パーキンソン病の幻視
パーキンソン病を長く患い治療薬を服用していると、幻視が見えることがあります。
通常、発症から数年経過しており、典型的な幻覚は「家の中に誰か人が見える」「絵や壁(床)の模様が動いて見える」「床に虫がいると思い、よく見たらゴミだった」といったものです。
このような幻覚は、薬の影響が大きく、シンメトレル(アマンタジン)やドーパミンアゴニスト、アーテン(トリヘキシフェニジル)といった薬剤は幻覚をおこしやすく、逆にレボドパはおこしにくいようです。
幻覚はほとんどの場合、屋内の、特にあまり明るくない場所で見えることが多く、時間帯も夕方以降に見える人が多数です。以前診ていた患者さんで、夜中にトイレに起きたときだけ床の模様が動いて見えると言われた方がいます。また、はっきりした幻覚が見える前に、「気配」のみを感じる人もいます。幻覚の種類は幻視がほとんどで、幻聴を訴える人はゼロではありませんが少数です。
薬の影響が大きいと書きましたが、パーキンソン病ではない人が上記の薬を長期間服用しても幻覚はほとんど出ません。パーキンソン病の幻覚は、パーキンソン病という病気そのものに治療薬が影響しておこります。

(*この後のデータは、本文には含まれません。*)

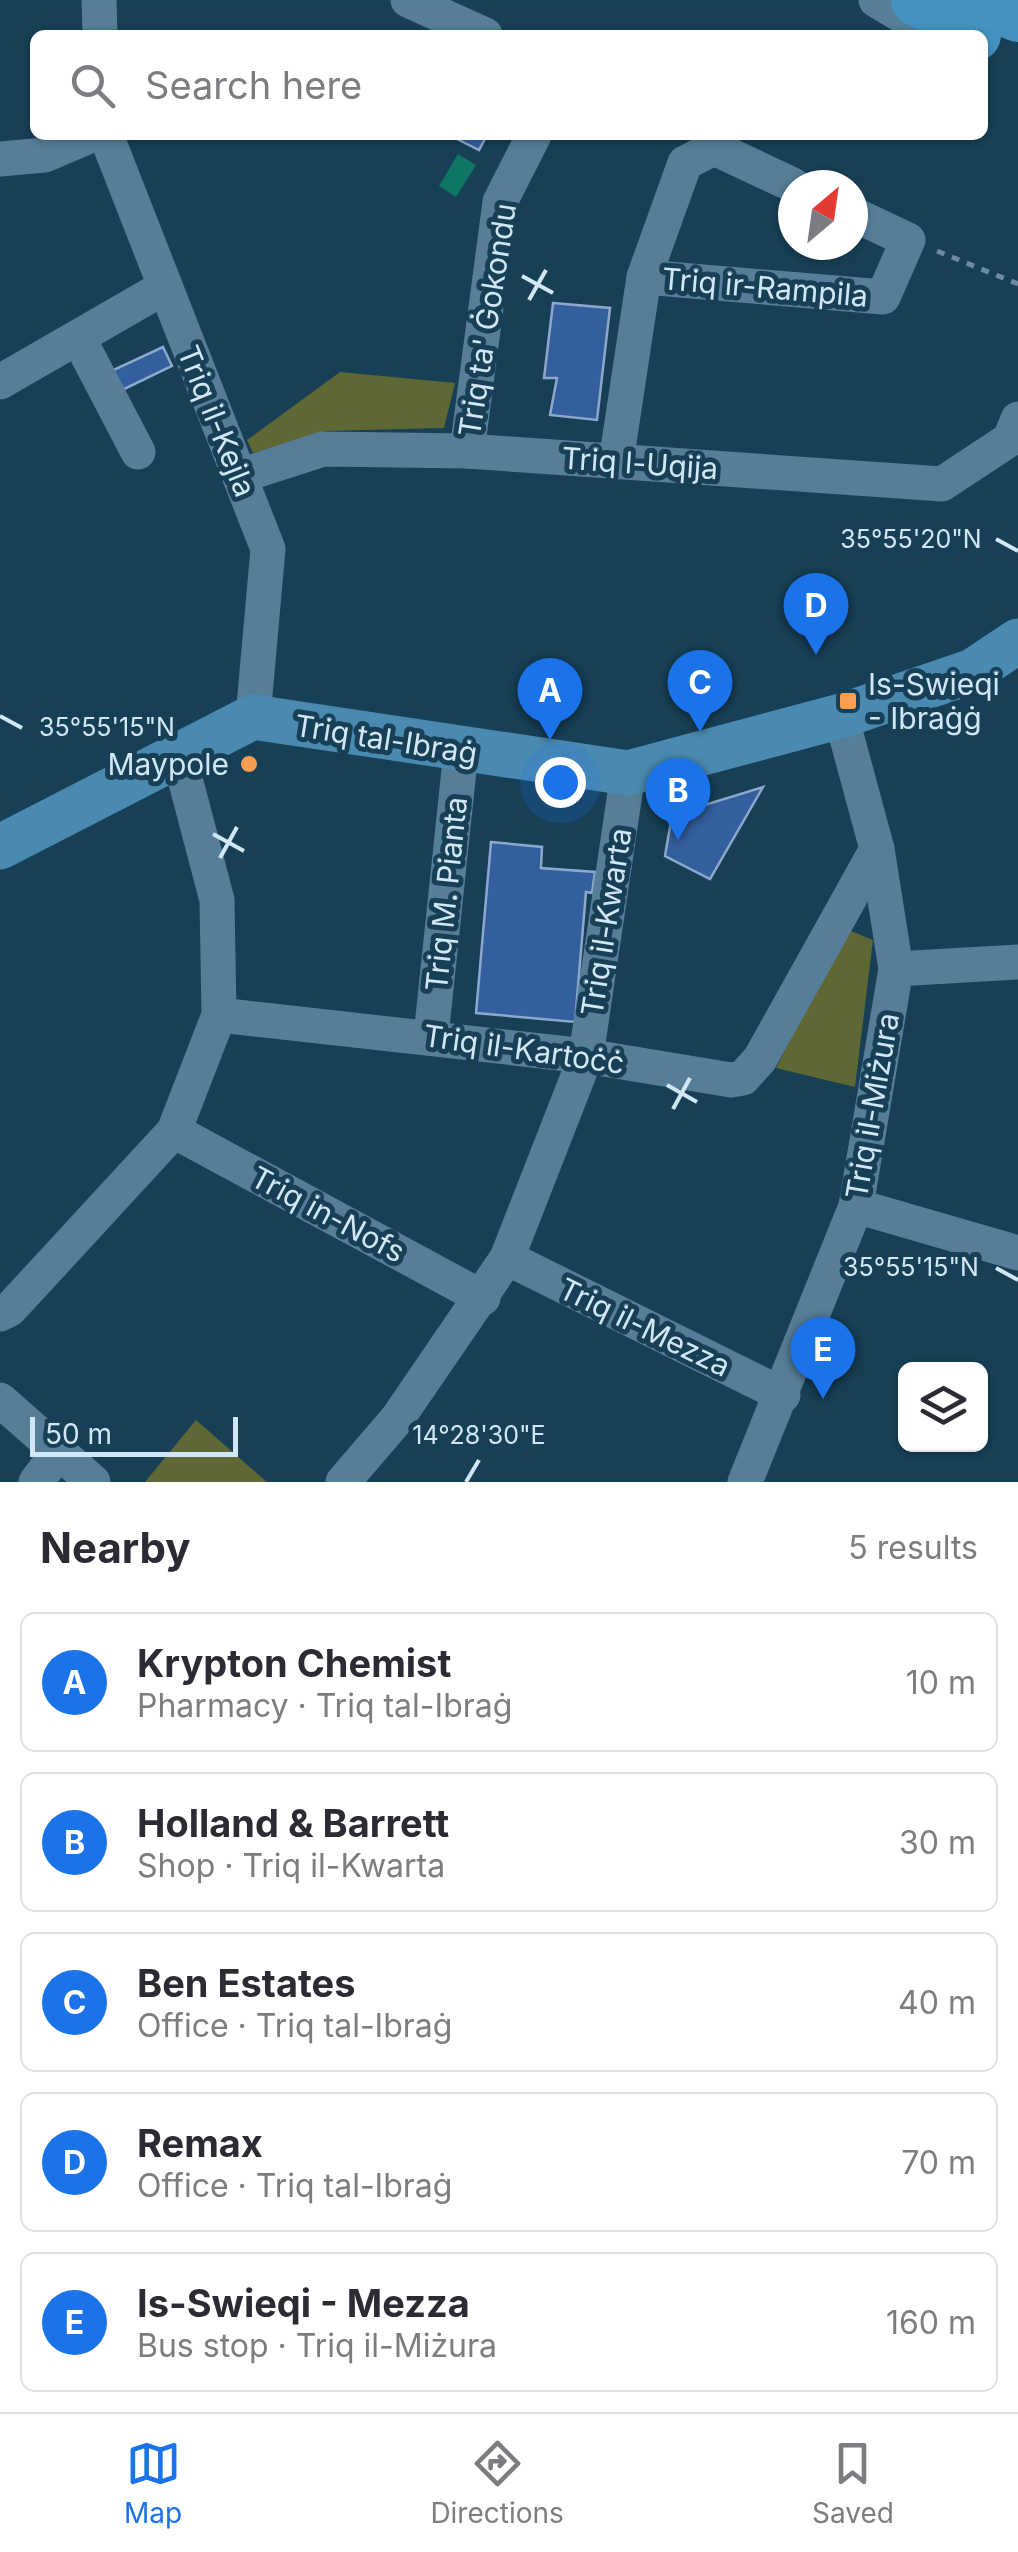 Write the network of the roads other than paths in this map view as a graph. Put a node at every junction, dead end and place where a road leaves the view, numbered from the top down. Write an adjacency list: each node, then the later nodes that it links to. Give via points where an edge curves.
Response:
1 (99, 0): 5 (street)
2 (408, 0): 6 (street)
3 (876, 0): 7 (street, via 916,24)
4 (917, 0): 8 (highway)
5 (100, 30)
6 (473, 30)
7 (964, 30)
8 (982, 30)
9 (80, 140): 12 (street, via 45,155)
10 (108, 140): 16 (street, Triq il-Kejla)
11 (531, 140): 20 (street, Triq ta' Ġokondu, via 500,202)
12 (0, 159)
13 (778, 179): 15 (street, Triq ir-Rampila, via 714,148 685,163)
14 (868, 221): 15 (street, Triq ir-Rampila, via 908,240 883,297)
15 (644, 277): 22 (street, Triq ir-Rampila)
16 (163, 288): 17 (street); 23 (street, Triq il-Kejla)
17 (80, 339): 18 (street); 21 (street)
18 (0, 382)
19 (1018, 419): 22 (street, Triq l-Uqija, via 1010,439 942,484)
20 (467, 451): 22 (street, Triq l-Uqija); 23 (street, Triq l-Uqija, via 323,449)
21 (138, 452)
22 (616, 462)
23 (240, 476): 26 (street, Triq il-Kejla, via 268,549)
24 (1018, 641): 25 (main road, Triq tal-Ibraġ, via 973,671)
25 (841, 716): 29 (main road, Triq tal-Ibraġ); 31 (street, Triq il-Miżura)
26 (253, 717): 27 (main road, Triq tal-Ibraġ); 28 (main road, Triq tal-Ibraġ)
27 (461, 751): 29 (main road, Triq tal-Ibraġ); 35 (street, Triq M. Pianta)
28 (178, 752): 30 (main road, Triq tal-Ibraġ); 34 (street, via 217,900)
29 (628, 773): 36 (street, Triq il-Kwarta)
30 (0, 847)
31 (877, 849): 33 (street, Triq il-Miżura); 36 (street, Triq il-Kartoċċ, via 760,1059 743,1078)
32 (1018, 962): 33 (street)
33 (896, 969): 38 (street, Triq il-Miżura)
34 (219, 1015): 35 (street, Triq il-Kartoċċ); 37 (street)
35 (431, 1036): 36 (street, Triq il-Kartoċċ)
36 (586, 1056): 40 (street, Triq il-Kwarta)
37 (174, 1131): 41 (street, Triq in-Nofs); 42 (street)
38 (856, 1206): 39 (street); 43 (street, Triq il-Miżura)
39 (1018, 1253)
40 (507, 1258): 41 (street, Triq il-Kwarta); 43 (street, Triq il-Mezza)
41 (483, 1298): 48 (street, Triq il-Kwarta)
42 (0, 1314)
43 (784, 1395): 49 (street, Triq il-Miżura)
44 (0, 1400): 45 (street)
45 (60, 1450): 46 (street); 47 (street)
46 (36, 1482)
47 (93, 1482)
48 (343, 1482)
49 (745, 1482)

幻覚が出てもすぐに薬を中止する必要はありません。まず、幻視自体、慣れてしまうことがあります。最近、幻視のことを言われないので、「もう見えませんか?」と患者さんに訪ねると「見えますけど、慣れました」と言われることもあります。ただ、あまりにも華々しい幻覚だったり、あるいは見えている人が自分を襲うような妄想を伴っている場合は、幻覚を誘発しやすい薬を減量したり中止する必要があります。もちろん、こうした薬の減量や中止により、パーキンソン病の症状自体が悪化する可能性はありますので主治医との相談が必要です。レボドパは幻覚をおこしにくいので、代わりに増量することもありますが、レボドパを高用量で服用するとジスキネジアという不随意運動がおきやすくなります。
パーキンソン病と診断されて1年以内に幻覚が出る場合は、厳密に言うとレビー小体型認知症の可能性があります。